De sus esfuerzos y su inmensa capacidad de trabajo han salido a la luz
conclusiones decisivas para esos tres periodos de nuestra historia reciente.
Incluso, fue uno de los impulsores de un aspecto metodológico, propuesto por
Santos Juliá, que a mí me parece muy feliz, como es el de marcar que la
República y la Guerra Civil son hechos diferenciados enormemente relacionados
pero que no tienen una continuidad obligatoria desde el punto de vista del
análisis.
Esa cuestión marca a fuego uno de los motivos que más disputas han
provocado entre historiadores españoles en los últimos años.

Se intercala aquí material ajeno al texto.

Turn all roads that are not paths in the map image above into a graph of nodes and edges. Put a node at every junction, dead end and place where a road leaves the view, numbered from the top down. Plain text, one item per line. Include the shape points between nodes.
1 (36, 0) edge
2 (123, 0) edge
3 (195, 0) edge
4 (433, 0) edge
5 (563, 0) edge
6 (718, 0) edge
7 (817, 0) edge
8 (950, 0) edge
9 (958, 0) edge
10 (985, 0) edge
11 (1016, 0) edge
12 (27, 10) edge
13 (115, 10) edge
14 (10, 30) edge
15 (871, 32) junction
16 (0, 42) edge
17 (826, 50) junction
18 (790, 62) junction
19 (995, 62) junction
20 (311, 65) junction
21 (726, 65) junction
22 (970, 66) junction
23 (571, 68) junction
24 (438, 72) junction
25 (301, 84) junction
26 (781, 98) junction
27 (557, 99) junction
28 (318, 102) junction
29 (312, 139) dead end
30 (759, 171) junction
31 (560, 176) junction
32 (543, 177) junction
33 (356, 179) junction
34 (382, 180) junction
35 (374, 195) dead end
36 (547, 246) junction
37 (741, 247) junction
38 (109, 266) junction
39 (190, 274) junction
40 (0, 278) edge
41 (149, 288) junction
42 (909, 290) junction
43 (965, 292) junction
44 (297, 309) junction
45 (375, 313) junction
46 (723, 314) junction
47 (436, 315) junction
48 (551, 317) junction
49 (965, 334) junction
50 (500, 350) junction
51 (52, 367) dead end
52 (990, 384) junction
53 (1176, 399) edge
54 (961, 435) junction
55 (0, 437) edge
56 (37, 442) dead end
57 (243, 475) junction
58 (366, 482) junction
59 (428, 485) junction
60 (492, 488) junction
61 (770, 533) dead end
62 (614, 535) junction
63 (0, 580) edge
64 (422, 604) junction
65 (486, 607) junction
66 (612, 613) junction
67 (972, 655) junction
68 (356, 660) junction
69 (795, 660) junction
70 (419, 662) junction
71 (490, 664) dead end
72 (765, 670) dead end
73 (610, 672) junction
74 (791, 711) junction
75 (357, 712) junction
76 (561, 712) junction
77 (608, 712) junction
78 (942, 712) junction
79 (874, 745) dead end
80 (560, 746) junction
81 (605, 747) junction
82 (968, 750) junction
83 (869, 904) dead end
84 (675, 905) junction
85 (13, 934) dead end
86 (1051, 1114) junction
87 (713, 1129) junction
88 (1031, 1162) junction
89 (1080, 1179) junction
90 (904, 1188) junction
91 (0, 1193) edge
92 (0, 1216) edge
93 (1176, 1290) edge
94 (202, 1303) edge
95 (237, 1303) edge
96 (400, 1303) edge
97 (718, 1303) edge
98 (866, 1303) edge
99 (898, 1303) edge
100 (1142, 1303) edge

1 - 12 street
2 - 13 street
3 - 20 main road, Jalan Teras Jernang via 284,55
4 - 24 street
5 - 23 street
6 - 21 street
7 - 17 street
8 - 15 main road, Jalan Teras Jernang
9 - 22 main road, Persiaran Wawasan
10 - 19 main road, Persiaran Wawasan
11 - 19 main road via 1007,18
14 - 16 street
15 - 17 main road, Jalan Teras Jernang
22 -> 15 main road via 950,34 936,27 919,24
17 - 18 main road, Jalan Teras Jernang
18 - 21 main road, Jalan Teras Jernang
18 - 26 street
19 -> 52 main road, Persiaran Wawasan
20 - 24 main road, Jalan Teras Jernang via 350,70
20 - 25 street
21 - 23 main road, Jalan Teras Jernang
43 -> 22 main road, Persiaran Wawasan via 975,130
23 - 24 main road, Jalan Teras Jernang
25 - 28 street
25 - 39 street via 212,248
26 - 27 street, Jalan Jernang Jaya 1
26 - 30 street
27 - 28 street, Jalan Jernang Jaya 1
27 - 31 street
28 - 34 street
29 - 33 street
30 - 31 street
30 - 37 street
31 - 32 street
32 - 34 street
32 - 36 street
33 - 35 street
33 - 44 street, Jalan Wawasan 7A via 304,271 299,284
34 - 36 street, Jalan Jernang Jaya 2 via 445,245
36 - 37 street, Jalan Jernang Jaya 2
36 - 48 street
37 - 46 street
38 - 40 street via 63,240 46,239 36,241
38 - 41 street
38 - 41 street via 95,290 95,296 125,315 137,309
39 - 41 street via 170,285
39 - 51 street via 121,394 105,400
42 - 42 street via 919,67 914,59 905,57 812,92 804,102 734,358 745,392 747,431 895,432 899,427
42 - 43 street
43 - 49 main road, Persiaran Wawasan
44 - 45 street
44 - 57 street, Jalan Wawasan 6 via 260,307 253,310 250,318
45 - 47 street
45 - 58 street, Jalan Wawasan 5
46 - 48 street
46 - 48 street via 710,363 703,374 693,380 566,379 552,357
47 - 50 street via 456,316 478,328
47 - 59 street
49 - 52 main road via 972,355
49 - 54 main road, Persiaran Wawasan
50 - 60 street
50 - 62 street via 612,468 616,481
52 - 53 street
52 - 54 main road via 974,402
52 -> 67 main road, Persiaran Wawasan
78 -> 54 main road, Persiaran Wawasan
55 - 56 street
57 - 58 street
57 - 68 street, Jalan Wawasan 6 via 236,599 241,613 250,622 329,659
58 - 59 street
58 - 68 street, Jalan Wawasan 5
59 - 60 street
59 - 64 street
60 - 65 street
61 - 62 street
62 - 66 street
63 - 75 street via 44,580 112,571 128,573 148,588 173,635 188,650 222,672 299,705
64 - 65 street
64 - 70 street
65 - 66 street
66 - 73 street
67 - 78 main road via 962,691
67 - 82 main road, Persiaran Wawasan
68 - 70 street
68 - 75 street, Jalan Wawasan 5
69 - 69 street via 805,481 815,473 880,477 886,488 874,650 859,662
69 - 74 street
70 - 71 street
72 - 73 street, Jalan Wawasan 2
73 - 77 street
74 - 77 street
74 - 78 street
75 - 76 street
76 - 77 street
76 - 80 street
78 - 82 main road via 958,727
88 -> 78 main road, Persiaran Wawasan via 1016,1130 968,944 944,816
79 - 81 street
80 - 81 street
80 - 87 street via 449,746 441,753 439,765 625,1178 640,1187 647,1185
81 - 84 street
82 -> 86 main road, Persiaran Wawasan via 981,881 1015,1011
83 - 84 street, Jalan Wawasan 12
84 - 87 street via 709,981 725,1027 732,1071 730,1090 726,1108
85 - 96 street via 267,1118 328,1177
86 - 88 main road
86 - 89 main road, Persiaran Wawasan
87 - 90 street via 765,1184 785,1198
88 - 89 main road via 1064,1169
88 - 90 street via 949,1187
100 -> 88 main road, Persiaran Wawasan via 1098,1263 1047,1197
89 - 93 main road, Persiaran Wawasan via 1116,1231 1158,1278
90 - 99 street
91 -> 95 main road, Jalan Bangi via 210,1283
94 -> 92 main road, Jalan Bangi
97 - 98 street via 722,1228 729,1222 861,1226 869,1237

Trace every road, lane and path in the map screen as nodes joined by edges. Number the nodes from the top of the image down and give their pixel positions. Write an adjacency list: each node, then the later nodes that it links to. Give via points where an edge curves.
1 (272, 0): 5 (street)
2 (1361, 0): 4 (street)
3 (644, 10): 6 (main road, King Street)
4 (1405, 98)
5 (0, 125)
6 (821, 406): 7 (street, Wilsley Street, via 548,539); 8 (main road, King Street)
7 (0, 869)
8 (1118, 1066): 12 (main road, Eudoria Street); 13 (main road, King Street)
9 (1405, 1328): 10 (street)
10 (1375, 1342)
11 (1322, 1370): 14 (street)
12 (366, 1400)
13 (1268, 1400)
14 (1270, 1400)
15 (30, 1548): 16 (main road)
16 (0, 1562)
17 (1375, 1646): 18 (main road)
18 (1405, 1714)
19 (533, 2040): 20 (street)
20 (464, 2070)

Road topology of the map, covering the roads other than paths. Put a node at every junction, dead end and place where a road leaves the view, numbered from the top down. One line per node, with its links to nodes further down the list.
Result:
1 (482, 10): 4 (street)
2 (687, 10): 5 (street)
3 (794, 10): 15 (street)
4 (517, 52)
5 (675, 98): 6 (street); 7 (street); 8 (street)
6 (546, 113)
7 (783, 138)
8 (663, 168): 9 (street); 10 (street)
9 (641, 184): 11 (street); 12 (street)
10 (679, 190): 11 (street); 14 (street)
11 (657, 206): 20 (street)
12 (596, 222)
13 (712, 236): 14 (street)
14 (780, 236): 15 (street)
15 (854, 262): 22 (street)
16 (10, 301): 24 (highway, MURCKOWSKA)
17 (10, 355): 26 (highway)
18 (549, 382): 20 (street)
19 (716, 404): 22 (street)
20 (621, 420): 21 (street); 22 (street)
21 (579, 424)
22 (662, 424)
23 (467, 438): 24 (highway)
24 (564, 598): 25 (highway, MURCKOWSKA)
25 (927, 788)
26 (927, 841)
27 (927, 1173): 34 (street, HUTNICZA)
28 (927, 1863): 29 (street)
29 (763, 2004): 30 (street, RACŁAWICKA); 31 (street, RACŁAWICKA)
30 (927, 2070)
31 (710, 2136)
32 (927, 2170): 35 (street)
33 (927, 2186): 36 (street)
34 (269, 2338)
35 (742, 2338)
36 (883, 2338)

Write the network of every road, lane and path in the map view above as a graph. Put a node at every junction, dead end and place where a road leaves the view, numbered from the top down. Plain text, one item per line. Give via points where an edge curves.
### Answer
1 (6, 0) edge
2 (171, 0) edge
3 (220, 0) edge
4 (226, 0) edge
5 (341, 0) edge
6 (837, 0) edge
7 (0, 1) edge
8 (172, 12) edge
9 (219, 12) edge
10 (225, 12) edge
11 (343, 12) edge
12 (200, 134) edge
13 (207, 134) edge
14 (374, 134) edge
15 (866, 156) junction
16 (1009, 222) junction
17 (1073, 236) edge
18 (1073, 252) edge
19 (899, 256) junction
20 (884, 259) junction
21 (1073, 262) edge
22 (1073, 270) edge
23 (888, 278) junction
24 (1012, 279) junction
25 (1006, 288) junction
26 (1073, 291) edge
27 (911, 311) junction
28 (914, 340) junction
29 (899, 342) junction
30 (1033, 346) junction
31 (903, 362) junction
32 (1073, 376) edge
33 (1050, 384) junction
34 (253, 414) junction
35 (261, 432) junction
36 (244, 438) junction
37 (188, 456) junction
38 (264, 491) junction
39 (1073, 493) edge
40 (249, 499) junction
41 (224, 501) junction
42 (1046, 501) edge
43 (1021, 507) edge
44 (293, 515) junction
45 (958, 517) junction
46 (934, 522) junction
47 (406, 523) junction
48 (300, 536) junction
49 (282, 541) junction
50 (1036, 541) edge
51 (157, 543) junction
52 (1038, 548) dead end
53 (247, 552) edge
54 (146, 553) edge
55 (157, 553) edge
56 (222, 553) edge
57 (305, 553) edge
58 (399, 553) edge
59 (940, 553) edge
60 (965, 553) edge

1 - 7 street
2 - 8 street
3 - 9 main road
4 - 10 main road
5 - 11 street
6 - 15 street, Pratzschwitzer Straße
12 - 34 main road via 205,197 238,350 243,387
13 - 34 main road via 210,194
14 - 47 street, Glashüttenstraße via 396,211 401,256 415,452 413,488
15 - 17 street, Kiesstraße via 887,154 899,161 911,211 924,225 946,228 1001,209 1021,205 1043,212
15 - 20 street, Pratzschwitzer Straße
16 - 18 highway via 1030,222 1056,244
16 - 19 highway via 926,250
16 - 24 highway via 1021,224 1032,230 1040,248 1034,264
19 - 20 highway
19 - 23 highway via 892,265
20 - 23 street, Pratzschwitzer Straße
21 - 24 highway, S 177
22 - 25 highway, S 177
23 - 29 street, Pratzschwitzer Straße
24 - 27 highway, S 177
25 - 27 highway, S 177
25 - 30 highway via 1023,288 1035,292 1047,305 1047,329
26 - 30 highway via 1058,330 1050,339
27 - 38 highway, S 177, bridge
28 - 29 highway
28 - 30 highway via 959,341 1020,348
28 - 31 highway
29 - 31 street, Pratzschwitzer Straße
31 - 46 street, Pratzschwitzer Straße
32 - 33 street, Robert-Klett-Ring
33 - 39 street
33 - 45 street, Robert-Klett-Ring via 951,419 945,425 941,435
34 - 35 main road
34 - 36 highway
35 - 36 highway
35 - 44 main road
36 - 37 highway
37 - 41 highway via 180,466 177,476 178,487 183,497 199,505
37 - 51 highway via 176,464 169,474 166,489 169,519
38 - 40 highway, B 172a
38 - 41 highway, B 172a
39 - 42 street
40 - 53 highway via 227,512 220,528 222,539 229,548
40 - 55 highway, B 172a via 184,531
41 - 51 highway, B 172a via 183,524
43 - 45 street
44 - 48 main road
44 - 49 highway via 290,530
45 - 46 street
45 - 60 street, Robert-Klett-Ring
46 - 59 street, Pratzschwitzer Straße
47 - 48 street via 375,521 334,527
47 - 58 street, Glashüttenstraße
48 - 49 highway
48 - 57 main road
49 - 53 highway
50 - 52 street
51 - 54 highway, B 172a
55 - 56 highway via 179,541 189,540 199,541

Para los historiadores
militantes del franquismo, la guerra no fue sino el resultado lógico de la
trayectoria republicana. Para casi todos los demás, la guerra fue el resultado
de un golpe fallido que no era históricamente obligatorio, sino consecuencia de
la voluntad de una parte del ejército de romper el régimen republicano para
refundar un Estado nacional-católico en España. Esa es la línea roja que separa
al cerrilismo franquista de las muy diversas aproximaciones que se han
producido en torno al asunto.
Contra esta historiografía franquista —a estas alturasmuy periclitada, por
no decir insignificante— se declara en guerra Ángel Viñas cuando enuncia las
bases ideológicas de este volumen en que se reúnen trabajos de 34
especialistas. Y el motivo más inmediato es la publicación
del tristemente famoso Diccionario biográfico español de la Real
Academia de la Historia, que incluye junto a intervenciones
rigurosas algunas voces panfletarias amparadas por Gonzalo Anes y Carmen
Iglesias. En principio, solo con ver el plantel de firmantes de este
diccionario, que se autodefine de combate, el empeño parece excesivo, algo así
como matar moscas a cañonazos. Desmontar las visiones franquistas que recoge el
diccionario de la RAH no necesita de esfuerzos mayores. Por eso, hay otro
escalón más, que está dedicado a desarbolar, una vez más, las desvergonzadas
versiones de gentes como Pío Moa o César Vidal sobre los tres periodos
analizados. Algo que ya hizo, con enorme ponderación, en su momento, Enrique
Moradiellos y que hicieron también algunos más cuando los best sellers
reaccionarios ocuparon las estanterías de los comercios.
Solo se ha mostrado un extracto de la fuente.